You're reading: Kolomoisky’s US companies received COVID-19 relief loans

The United States government gave $13.3 million dollars in loans intended to help businesses weather the COVID-19 pandemic to companies owned by Ukrainian oligarch Ihor Kolomoisky that were under investigation at the time, according to Radio Free Europe/Radio Liberty.

The U.S. Paycheck Protection Program (PPP) set aside $669 billion to help U.S. businesses and nonprofits keep paying employees during the economic downturn connected to the pandemic. More than 5 million businesses received the loans. Many are eligible for loan forgiveness.  

The program has been controversial for several reasons. Critics called it convoluted and inconsistent. Large sums went to big companies rather than vulnerable small businesses, and some loans were given to companies run by politicians and their families.

But some money also went to companies allegedly running on funds stolen from Ukraine’s now state-owned PrivatBank. Out of the $5.5 billion Kolomoisky and his associates stand accused of siphoning from the bank, close to $750 million were invested in U.S. businesses and real estate, according to the U.S. government. Most of these firms go by the name Optima.
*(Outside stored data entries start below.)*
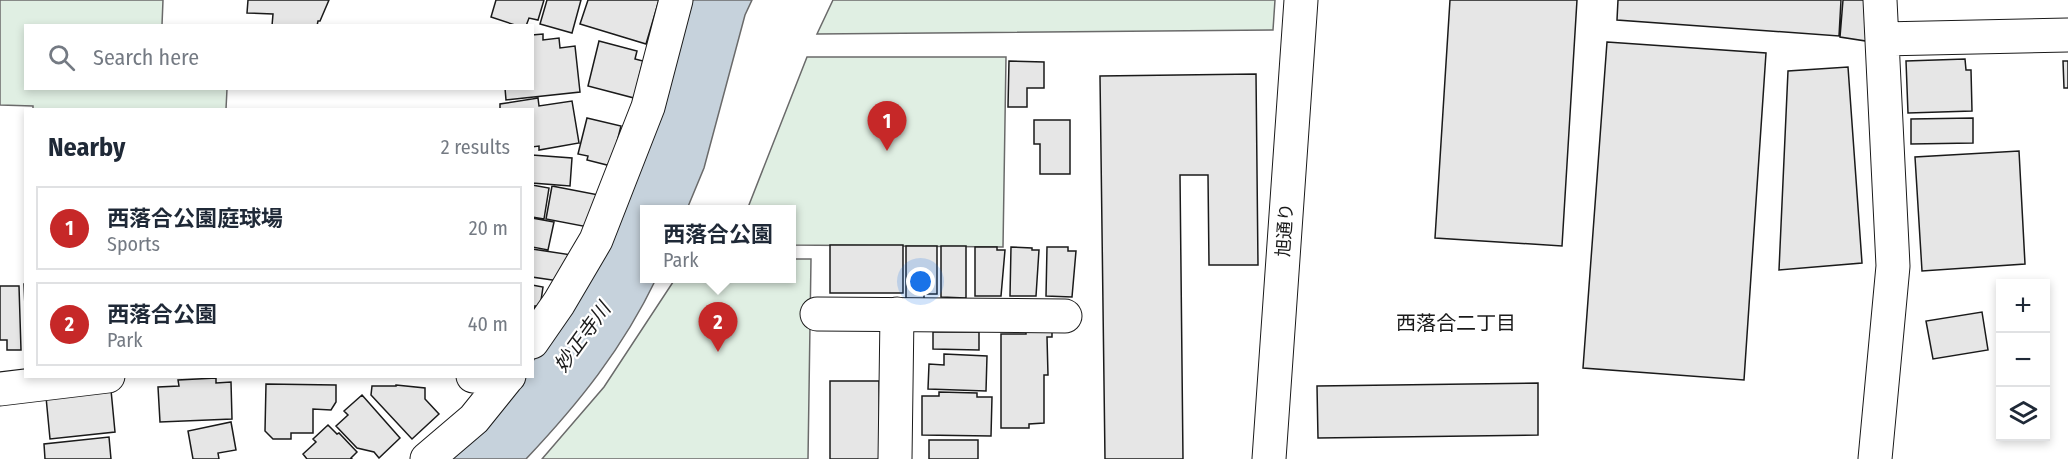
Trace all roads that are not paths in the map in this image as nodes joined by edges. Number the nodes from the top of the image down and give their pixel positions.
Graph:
1 (676, 0) edge
2 (1301, 0) edge
3 (1880, 0) edge
4 (2068, 35) edge
5 (1882, 39) junction
6 (818, 314) dead end
7 (897, 314) junction
8 (1065, 316) dead end
9 (534, 339) edge
10 (91, 378) edge
11 (507, 378) edge
12 (0, 389) edge
13 (427, 459) edge
14 (895, 459) edge
15 (1269, 459) edge
16 (1875, 459) edge

1 - 9 street
2 - 15 street, 旭通り
3 - 5 street
4 - 5 street
5 - 16 street
6 - 7 street
7 - 8 street
7 - 14 street
10 - 12 street
11 - 13 street

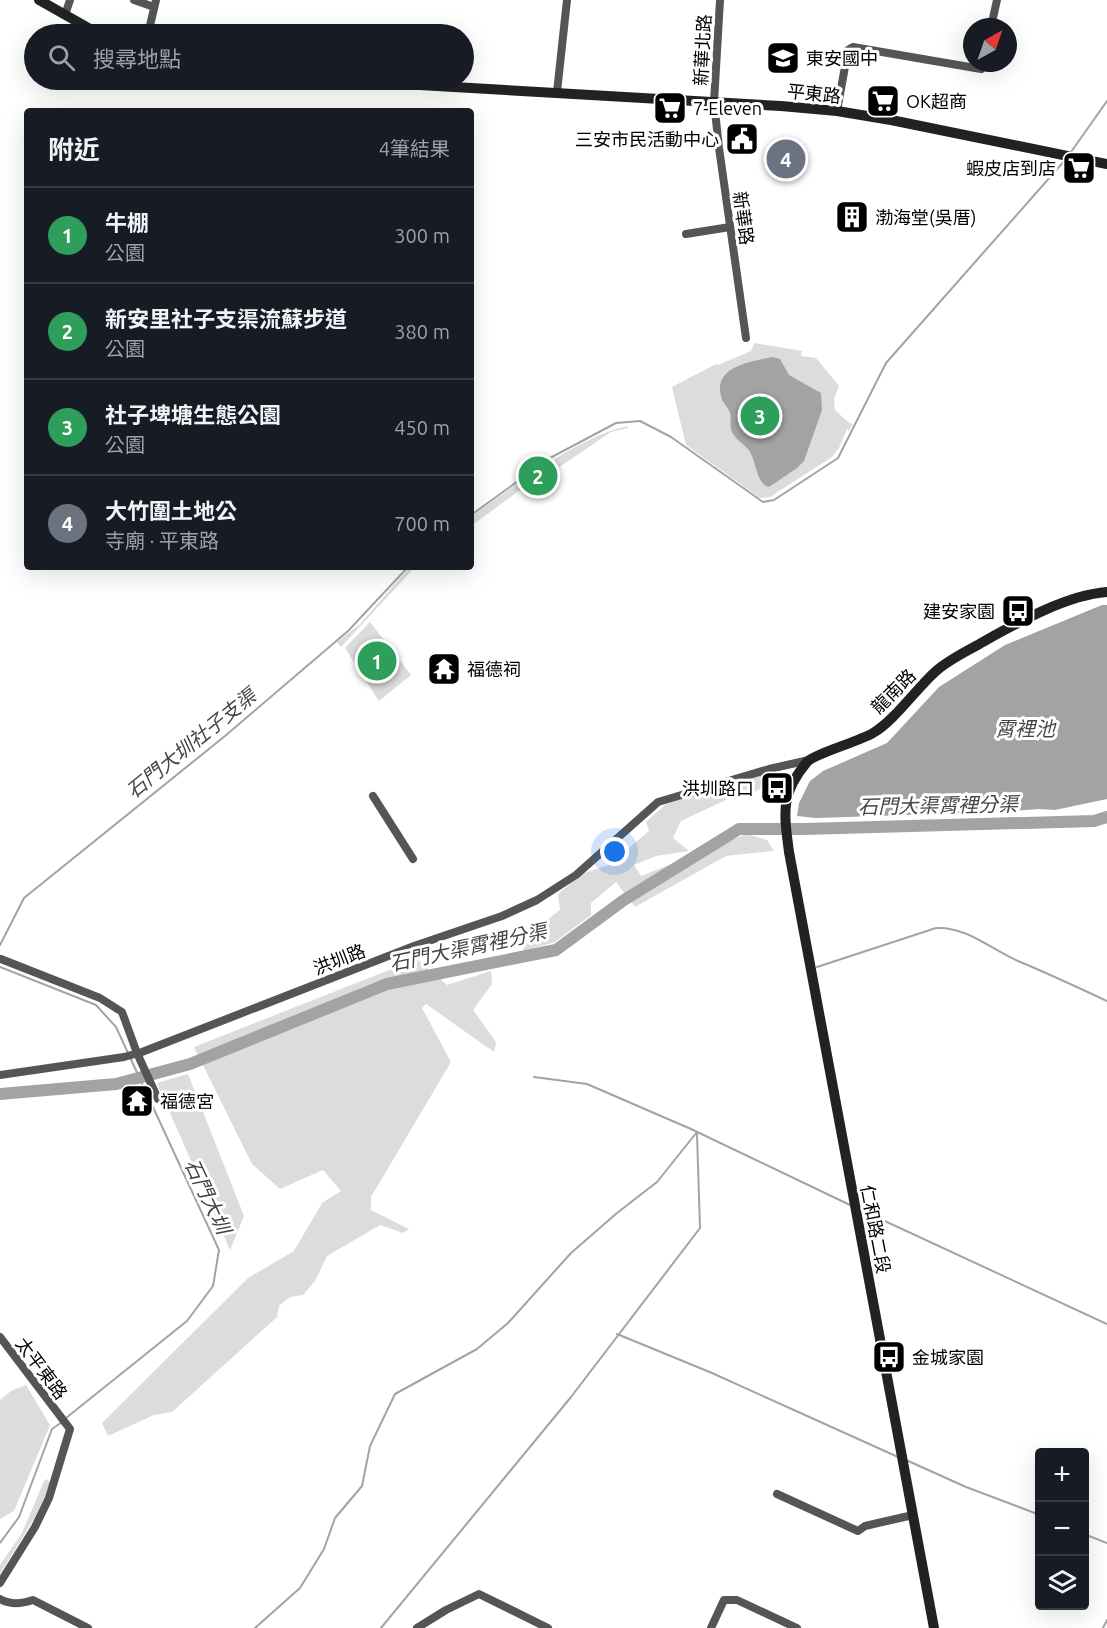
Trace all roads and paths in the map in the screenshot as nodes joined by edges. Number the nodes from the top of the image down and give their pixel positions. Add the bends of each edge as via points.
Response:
1 (39, 0) edge
2 (70, 0) edge
3 (134, 0) edge
4 (567, 0) edge
5 (720, 0) edge
6 (997, 0) edge
7 (155, 3) edge
8 (65, 15) junction
9 (993, 18) edge
10 (81, 24) edge
11 (150, 24) edge
12 (963, 64) edge
13 (474, 88) edge
14 (557, 92) junction
15 (714, 102) junction
16 (837, 111) junction
17 (1107, 164) edge
18 (730, 227) junction
19 (686, 234) dead end
20 (746, 338) dead end
21 (1107, 592) edge
22 (809, 760) junction
23 (373, 796) dead end
24 (658, 802) joint
25 (413, 859) dead end
26 (1, 959) edge
27 (134, 1056) junction
28 (0, 1075) edge
29 (158, 1099) dead end
30 (0, 1337) edge
31 (777, 1494) dead end
32 (913, 1515) junction
33 (0, 1583) edge
34 (0, 1599) edge
35 (88, 1628) edge
36 (417, 1628) edge
37 (548, 1628) edge
38 (711, 1628) edge
39 (797, 1628) edge
40 (934, 1628) edge

1 - 8 main road
2 - 8 street
3 - 7 street
4 - 14 street
5 - 15 street, 新華北路
6 - 9 street
7 - 11 street
8 - 10 main road
12 - 16 street via 853,48 848,50
13 - 14 main road, 平東路
14 - 15 main road, 平東路
15 - 16 main road, 平東路
15 - 18 street, 新華路
16 - 17 main road, 平東路
18 - 19 street
18 - 20 street, 新華路
21 - 22 main road, 龍南路 via 1052,608 959,655 937,670 875,732
22 - 24 street, 龍南路
22 - 32 main road, 仁和路二段 via 793,782 785,803 785,823
23 - 25 street
24 - 27 street, 洪圳路 via 576,875 537,900
26 - 27 street via 111,1003 122,1012
27 - 28 street, 洪圳路
27 - 29 street
30 - 33 street, 太平東路 via 68,1428 49,1498
31 - 32 street via 858,1531
32 - 40 main road, 仁和路二段
34 - 35 street via 12,1604 33,1600
36 - 37 street via 478,1594
38 - 39 street via 724,1600 737,1600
Kolomoisky, who co-owned PrivatBank until its 2016 nationalization, denied the money laundering charges. He said the investments came from the sale of his Evraz metallurgical business to a Russian buyer for $2 billion in 2008. 

The Department of Justice (DOJ) and the Federal Bureau of Investigation are currently investigating. Last week, federal agents raided two Optima offices in Cleveland and Miami. Days later, the DOJ filed civil forfeiture complaints against two Optima properties worth $70 million in total. 
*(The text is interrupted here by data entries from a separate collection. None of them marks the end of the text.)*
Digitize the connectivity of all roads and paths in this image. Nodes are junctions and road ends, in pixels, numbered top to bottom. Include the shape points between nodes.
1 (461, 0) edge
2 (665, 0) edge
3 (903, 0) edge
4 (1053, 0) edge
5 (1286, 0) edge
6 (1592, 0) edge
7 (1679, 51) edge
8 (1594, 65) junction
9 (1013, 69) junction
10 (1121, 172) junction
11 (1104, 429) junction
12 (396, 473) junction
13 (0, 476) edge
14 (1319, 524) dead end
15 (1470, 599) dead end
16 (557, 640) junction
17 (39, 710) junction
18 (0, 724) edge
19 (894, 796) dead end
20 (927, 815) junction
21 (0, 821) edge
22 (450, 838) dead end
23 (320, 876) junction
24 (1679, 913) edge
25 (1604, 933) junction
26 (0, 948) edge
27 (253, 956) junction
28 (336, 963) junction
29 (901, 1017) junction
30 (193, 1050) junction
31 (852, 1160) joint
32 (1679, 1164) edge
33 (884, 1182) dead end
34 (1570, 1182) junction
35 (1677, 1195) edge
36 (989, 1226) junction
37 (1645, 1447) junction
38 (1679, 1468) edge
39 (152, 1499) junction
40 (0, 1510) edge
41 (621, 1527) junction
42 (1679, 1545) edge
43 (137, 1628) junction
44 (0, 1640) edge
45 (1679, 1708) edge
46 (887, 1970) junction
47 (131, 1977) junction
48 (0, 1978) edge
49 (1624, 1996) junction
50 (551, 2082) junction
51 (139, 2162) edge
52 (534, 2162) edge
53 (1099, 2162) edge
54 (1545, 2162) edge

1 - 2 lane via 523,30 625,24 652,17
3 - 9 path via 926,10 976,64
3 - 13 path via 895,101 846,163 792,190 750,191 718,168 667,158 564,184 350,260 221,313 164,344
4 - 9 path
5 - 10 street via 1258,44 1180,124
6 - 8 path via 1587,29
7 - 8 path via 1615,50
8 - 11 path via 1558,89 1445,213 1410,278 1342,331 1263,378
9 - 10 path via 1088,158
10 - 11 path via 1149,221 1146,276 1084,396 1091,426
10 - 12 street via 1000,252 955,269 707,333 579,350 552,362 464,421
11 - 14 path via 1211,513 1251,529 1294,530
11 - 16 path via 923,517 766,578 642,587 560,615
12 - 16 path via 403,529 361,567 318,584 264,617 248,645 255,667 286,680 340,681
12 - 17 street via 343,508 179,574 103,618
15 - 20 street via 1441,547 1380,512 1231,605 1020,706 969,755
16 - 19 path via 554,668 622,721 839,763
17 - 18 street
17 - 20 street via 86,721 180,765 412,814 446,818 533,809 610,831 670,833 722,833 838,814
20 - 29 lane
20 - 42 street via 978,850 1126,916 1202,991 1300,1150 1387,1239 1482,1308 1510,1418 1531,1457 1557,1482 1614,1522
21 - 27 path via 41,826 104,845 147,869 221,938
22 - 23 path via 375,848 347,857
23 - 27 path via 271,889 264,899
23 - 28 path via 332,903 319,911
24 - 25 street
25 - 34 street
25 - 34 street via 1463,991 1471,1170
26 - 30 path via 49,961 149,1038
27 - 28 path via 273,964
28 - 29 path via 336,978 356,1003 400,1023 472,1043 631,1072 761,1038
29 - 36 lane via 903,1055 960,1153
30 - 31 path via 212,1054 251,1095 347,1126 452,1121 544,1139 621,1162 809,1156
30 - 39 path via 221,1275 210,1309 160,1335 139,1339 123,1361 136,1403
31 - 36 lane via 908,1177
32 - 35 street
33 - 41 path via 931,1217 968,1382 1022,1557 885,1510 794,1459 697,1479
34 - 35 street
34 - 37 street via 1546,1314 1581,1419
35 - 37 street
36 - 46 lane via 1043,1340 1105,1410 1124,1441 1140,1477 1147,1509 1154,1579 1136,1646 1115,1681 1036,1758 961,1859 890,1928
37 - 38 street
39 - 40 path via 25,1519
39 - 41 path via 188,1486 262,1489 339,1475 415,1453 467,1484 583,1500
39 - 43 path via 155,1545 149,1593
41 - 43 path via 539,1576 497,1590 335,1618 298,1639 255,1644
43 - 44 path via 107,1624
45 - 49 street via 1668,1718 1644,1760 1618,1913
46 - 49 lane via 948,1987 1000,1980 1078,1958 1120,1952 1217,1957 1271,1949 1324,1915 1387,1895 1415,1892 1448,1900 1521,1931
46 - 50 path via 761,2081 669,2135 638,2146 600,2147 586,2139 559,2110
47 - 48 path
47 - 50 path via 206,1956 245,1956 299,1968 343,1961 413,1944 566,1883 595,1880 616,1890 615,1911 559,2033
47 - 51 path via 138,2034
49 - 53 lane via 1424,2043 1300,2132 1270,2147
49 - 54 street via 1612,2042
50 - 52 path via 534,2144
Now, RFE/RL has discovered that some of these businesses received more than $150,000 in loans each. They include CC Metals & Alloys, Felman Production, Felman Trading Americas, Optima Management Group and Optima 777, according to government records

All are directly or indirectly controlled by Mordechai Korf and Uriel Laber, two of Kolomoisky’s American business associates. According to PrivatBank and the DOJ, Korf and Laber helped create a stateside web of entities to conceal assets stolen from PrivatBank.

Many of these entities are functioning businesses. However, the DOJ’s complaint stated that Korf and Laber “rarely” managed to turn a profit.  

Laber and Korf denied the accusations against them and told media that they were the victims of a politically motivated attack on Kolomoisky and his business partner, Gennady Bogolyubov

While the DOJ publicly moved on Korf and Laber’s businesses last week, the companies have been under investigation since at least last year, long before  PPP was conceived.